A shade of annoyance passed over Sir Harold’s face, but it immediately brightened again.
“Of course, Margaret loves me in a cousinly—a sisterly way, but it is nothing more, colonel, I assure you. Besides, I could not marry Margaret Nugent if she were the only choice left to me. I believe that it is wrong for cousins to marry.”
Just then he caught sight of Lady Elaine, and he had eyes for none else.
“Come,” said Greyson, “we must not hide in this recess like a pair of conspirators. You are the lion of the evening, Sir Harold, and people will be inquiring for you.”
They left the conservatory, and a deep sigh, that was almost a sob, fluttered in the scented air. From behind a mass of sub-tropical plants emerged the figure of a woman—young and exquisitely beautiful—a woman with a face that would have sent Titian into ecstasies of delight. She was of medium height, and her form was outlined in graceful, rounded curves. There was not an angle or a movement to offend the eye of an artist. Her face was oval, her lips red and full, her eyes dark and luminous, her hair as black as the raven’s wing. Among the coils of these matchless tresses was a red rosebud; about her snowy throat a necklet of rubies, and her dress was of amber silk.
“He could not marry Margaret Nugent if she were the only choice left to him!” she murmured, her white hands tightly clinching themselves. “And is it for this I have loved and waited all these weary years? Oh, Harold! how can you be so cruel? You have been my ideal—my king! More precious than my hopes of heaven! And now—oh, God, I cannot stand it!”

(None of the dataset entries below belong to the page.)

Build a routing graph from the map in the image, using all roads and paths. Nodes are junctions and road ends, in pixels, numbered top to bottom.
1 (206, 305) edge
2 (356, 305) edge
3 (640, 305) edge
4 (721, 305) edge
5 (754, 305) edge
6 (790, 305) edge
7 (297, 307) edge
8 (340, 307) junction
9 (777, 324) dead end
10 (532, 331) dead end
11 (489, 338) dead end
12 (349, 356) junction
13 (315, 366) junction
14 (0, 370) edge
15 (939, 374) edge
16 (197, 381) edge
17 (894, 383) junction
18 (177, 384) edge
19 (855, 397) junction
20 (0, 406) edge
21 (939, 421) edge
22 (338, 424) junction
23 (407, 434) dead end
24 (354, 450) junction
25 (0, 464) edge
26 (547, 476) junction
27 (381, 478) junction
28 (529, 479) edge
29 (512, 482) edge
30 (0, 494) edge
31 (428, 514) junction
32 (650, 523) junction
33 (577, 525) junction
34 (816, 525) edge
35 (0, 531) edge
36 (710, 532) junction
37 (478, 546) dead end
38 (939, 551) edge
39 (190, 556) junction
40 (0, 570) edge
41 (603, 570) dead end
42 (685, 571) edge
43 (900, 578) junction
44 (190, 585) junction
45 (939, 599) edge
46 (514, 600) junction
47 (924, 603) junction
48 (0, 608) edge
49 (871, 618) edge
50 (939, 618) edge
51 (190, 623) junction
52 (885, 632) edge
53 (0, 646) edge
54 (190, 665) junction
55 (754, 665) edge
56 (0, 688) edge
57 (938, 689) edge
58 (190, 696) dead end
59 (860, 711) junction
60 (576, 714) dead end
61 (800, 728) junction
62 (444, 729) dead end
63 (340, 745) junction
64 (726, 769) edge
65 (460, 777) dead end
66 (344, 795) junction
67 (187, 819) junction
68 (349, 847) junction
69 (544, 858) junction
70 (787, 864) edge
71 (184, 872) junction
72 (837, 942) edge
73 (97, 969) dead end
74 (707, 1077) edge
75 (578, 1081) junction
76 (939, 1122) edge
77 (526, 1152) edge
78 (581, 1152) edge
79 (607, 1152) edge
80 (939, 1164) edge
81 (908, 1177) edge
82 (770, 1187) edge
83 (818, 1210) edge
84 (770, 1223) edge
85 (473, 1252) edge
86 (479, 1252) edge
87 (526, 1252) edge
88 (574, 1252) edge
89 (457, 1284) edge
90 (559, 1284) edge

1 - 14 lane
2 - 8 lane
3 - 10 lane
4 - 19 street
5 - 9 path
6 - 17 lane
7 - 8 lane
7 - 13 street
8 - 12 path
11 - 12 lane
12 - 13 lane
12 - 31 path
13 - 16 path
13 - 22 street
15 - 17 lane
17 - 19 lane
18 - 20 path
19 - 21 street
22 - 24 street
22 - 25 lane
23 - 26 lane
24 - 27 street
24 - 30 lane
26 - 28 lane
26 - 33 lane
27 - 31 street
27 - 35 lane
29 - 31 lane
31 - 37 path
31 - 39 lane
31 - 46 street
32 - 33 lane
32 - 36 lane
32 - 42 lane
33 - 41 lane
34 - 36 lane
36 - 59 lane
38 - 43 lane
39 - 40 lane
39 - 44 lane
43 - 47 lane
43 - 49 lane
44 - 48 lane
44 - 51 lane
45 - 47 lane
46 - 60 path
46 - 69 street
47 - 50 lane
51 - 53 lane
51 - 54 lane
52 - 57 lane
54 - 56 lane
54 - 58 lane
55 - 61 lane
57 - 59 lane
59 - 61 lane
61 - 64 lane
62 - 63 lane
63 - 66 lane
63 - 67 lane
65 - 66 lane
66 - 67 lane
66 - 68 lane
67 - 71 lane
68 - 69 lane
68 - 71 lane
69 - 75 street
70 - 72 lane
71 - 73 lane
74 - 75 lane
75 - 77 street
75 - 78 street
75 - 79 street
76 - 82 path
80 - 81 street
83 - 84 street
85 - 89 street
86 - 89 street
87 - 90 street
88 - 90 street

She sank into the lounge that the gentlemen had just left, and covered her eyes with her hands, while her lovely bosom rose and fell with the bitter pangs of her emotion.
The merry strains of the waltz were maddening, and the laughter of the happy people in the brilliantly illuminated ballroom made only more apparent her own misery.
“He has met his fate in Lady Elaine Seabright, and I had thought him all my own!” she continued, inaudibly. “I have never liked my proud and haughty friend, and I now hate her with an undying hatred! She shall not take from me the man I love! If she does, I swear to fill her life with bitterness equal to that which I suffer now!”
Her eyes had grown black, and flashed gleams of fire; her tiny hands were clinched, and her beautiful form swelled with fury. In that brief space Margaret Nugent had changed from a warm-tempered, imperious girl to a determined and revengeful woman.